For the second time in three weeks, I don’t quite agree with the judges’ decision in a UFC main event. Awarding Dan Hooker the split-decision nod was not a bad or egregious call, merely the result of an ultra close fight. Just because it was not a “robbery,” however, does not mean the decision doesn’t have significant consequences. It is a severe outcome for Paul Felder, who unwrapped one of his gloves after the fight and spoke about his potential retirement.
It’s easy to understand why this defeat is perhaps too bitter a pill for “The Irish Dragon.”
Felder is not a fighter many have ever pegged as a future champion. He did not grow up tackling bears in an elite wrestling hub that produces many of the world’s most deadly combat sports athletes. He didn’t achieve All-American wrestler status in college; he earned an acting degree. Felder is not a former professional kickboxer, just a tough Philadelphia kid who walked into a Karate school in his early teens. Hell, Felder didn’t even compete in his first professional fight until the age of 26, a late start by modern UFC standards.

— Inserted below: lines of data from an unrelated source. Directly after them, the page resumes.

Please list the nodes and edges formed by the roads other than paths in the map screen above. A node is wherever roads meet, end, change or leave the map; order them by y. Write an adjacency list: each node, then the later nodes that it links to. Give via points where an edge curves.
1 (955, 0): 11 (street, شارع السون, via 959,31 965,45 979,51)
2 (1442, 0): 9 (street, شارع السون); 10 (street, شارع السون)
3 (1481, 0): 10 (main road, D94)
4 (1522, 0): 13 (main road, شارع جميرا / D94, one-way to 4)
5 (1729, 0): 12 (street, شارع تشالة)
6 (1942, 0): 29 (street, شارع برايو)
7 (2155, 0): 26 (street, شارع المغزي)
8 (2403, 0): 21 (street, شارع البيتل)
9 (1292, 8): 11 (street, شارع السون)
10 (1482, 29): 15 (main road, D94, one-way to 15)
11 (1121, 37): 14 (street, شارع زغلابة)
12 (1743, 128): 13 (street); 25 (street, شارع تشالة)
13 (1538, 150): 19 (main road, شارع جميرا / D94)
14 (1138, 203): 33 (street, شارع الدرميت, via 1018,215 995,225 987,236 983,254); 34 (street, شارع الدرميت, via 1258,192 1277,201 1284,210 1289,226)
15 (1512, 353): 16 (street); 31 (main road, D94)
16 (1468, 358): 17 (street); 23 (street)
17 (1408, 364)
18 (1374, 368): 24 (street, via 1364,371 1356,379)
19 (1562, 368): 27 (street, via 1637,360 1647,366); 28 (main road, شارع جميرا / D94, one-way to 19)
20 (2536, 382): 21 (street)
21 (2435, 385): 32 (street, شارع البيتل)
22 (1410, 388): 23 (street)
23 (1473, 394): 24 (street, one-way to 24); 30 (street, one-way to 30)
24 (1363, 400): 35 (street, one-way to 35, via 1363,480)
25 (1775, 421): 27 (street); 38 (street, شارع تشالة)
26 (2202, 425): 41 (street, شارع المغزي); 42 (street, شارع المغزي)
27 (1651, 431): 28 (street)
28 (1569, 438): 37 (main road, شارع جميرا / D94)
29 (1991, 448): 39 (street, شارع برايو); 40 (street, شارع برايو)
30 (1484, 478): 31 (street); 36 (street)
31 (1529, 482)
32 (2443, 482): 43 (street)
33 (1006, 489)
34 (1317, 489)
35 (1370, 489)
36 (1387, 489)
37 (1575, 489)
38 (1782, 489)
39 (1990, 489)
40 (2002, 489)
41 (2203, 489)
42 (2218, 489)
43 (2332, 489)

And yet, Felder made it extraordinarily far, and he did so in the sport’s absolute toughest division. “The Irish Dragon” climbed into title contention by forcing his way through more athletic and more decorated opponents. He did so with grit and toughness, a work ethic that allowed him to win close fights.
This bout with Hooker was Felder’s big opportunity and a hard-earned one at that. Against a younger and longer opponent with more consistent knockout power, Felder was given his chance. Once again the underdog, Felder very clearly did everything within his humanly powers, fought well enough to win in the eyes of the majority ... and then lost.

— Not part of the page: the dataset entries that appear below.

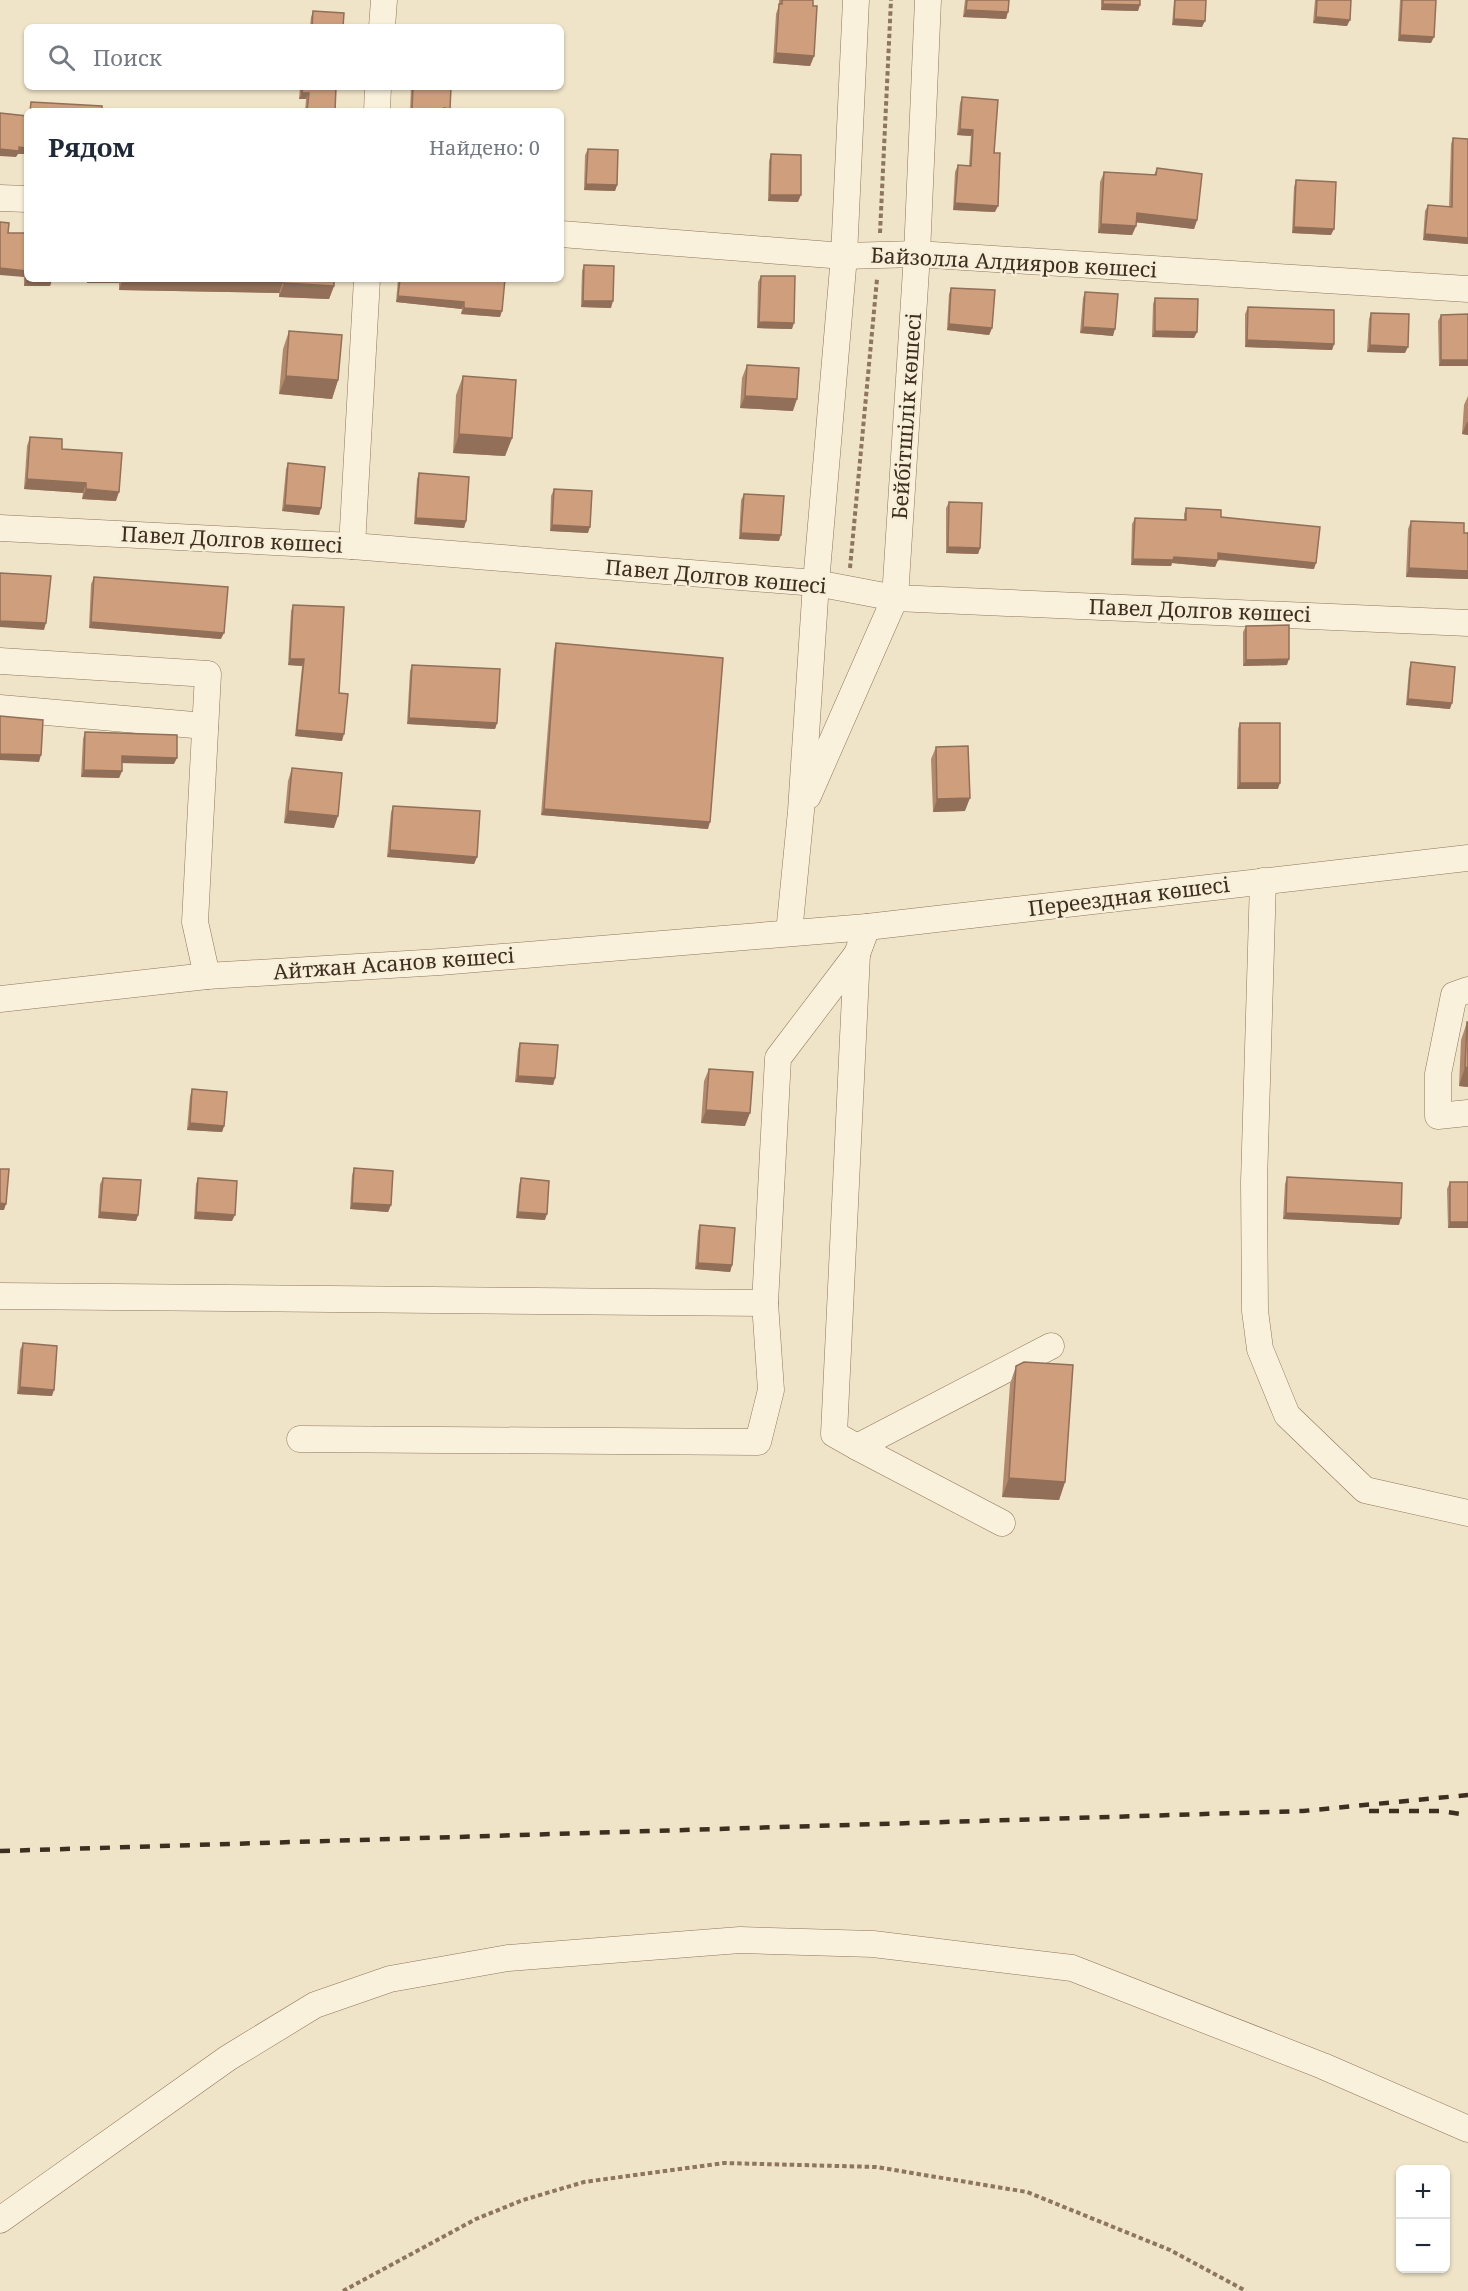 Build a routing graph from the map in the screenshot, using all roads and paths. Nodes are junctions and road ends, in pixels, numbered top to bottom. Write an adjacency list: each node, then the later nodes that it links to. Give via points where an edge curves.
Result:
1 (384, 0): 5 (street)
2 (856, 0): 13 (street, Бейбітшілік көшесі)
3 (891, 0): 12 (path)
4 (928, 0): 11 (street, Бейбітшілік көшесі)
5 (382, 24)
6 (378, 90): 7 (street)
7 (377, 108)
8 (0, 198): 9 (street)
9 (24, 199)
10 (564, 234): 13 (street, Байзолла Алдияров көшесі)
11 (917, 254): 12 (street, Байзолла Алдияров көшесі); 15 (street, Байзолла Алдияров көшесі); 20 (street, Бейбітшілік көшесі)
12 (879, 255): 13 (street, Байзолла Алдияров көшесі); 19 (path)
13 (844, 256): 18 (street, Бейбітшілік көшесі)
14 (367, 282): 17 (street)
15 (1468, 289)
16 (0, 528): 17 (street, Павел Долгов көшесі)
17 (352, 546): 18 (street, Павел Долгов көшесі)
18 (816, 583): 19 (street, Павел Долгов көшесі); 25 (street, Бейбітшілік көшесі)
19 (848, 590): 20 (street, Павел Долгов көшесі)
20 (895, 598): 21 (street, Павел Долгов көшесі); 25 (street, Бейбітшілік көшесі)
21 (1468, 623)
22 (0, 661): 24 (street, via 208,674)
23 (0, 708): 24 (street)
24 (205, 726): 31 (street, via 195,922)
25 (801, 811): 29 (street, Бейбітшілік көшесі)
26 (1468, 858): 27 (street, Переездная көшесі)
27 (1263, 881): 28 (street, Переездная көшесі); 40 (street, via 1254,1182 1254,1311 1260,1349 1287,1415 1365,1490)
28 (867, 927): 29 (street, Переездная көшесі); 30 (street)
29 (789, 933): 31 (street, Айтжан Асанов көшесі, via 440,963)
30 (857, 954): 36 (street, via 778,1058); 39 (street, via 834,1434)
31 (207, 976): 33 (street, Айтжан Асанов көшесі)
32 (1468, 990): 34 (street, via 1454,995 1438,1074 1438,1116)
33 (0, 999)
34 (1468, 1113)
35 (0, 1296): 36 (street)
36 (765, 1303): 38 (street, via 771,1390 758,1442)
37 (1051, 1346): 39 (street)
38 (300, 1439)
39 (857, 1447): 41 (street)
40 (1468, 1513)
41 (1002, 1523)
42 (1468, 2129): 43 (street, via 1323,2066 1072,1968 873,1944 740,1940 508,1958 390,1979 315,2006 228,2058)
43 (0, 2220)
44 (343, 2291): 45 (path, via 476,2219 523,2200 584,2182 724,2163 876,2167 1027,2192 1170,2250)
45 (1246, 2291)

That was Paul Felder at his best, working with a nutritionist and living in a tiny apartment to focus himself entirely on training. That was Paul Felder pushing himself to the limit of his abilities, improving himself constantly in the gym, and putting forth his absolute best effort once in the cage. Felder walked to the cage in unbelievable physical shape with an expert coach behind him and smart strategy.

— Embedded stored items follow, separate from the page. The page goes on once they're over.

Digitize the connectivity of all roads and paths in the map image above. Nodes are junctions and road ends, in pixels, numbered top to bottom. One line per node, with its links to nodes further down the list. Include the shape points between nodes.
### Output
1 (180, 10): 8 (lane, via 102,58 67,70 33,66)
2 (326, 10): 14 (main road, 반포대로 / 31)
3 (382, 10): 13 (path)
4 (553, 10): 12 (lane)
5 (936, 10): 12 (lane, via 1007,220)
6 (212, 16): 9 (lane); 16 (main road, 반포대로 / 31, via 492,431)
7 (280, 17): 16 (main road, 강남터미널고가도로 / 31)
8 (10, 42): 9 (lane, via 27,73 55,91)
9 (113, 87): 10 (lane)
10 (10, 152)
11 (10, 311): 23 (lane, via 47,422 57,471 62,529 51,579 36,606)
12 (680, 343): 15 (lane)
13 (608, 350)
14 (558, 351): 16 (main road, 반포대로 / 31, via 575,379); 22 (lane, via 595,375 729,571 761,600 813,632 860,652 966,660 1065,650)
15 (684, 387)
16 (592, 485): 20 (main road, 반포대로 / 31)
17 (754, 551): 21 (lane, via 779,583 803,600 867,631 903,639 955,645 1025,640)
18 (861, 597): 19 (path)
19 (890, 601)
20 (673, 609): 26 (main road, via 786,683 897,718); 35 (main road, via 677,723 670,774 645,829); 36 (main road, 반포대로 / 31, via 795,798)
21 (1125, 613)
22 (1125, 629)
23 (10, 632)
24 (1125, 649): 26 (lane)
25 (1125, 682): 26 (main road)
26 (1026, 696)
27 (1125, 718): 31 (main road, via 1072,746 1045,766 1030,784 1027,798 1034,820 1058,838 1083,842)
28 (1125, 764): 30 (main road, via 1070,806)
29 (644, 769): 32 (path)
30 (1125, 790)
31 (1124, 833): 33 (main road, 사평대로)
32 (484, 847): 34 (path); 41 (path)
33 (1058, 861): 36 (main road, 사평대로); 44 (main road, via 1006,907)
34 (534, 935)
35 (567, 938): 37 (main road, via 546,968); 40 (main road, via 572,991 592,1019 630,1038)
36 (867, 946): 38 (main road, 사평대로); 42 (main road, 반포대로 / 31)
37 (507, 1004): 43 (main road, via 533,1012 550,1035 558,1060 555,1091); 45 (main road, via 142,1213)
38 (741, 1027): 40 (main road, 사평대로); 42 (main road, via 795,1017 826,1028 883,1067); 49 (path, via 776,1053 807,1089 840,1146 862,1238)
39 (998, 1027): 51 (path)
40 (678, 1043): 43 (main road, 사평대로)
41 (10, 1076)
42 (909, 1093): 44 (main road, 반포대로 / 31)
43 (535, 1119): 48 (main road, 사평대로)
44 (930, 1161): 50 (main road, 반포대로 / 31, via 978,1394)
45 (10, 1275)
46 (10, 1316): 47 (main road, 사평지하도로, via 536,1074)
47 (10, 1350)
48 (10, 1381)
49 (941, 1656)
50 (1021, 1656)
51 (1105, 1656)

It wasn’t enough. Felder lost a split-decision. He isn’t going to become UFC Lightweight champion of the world. As a result, Felder might be done for good.
That harshness is very inline with the beauty of the sport. Felder was not the hometown favorite, but every member of the audience in Auckland sympathized and respected “The Irish Dragon” for his clearly Herculean effort. Dreams thrive and die each weekend in the Octagon, from the curtain-jerking bout to the main event yet even so, it’s rare that we see a fighter so visibly put every ounce of his being into a fight.
Why is Felder seemingly ready to give up on the sport? At 35 years of age, this is his peak. It’s not as simple as trying again next time. Maintaining this maximum effort — which is required for him to even have a chance at this highest tier of Lightweight competition — is brutally challenging. Each future camp of endless hard work increases the odds that Felder injuries himself by pushing too much.
If Felder chooses to walk away, he at least does so after a glorious moment. Many claim to have done everything possible, but almost none live up to their assertion. Anyone who watched “The Irish Dragon” compete last night can say with absolute certainty that Felder is the exception, the man who really could not have taken a single step further.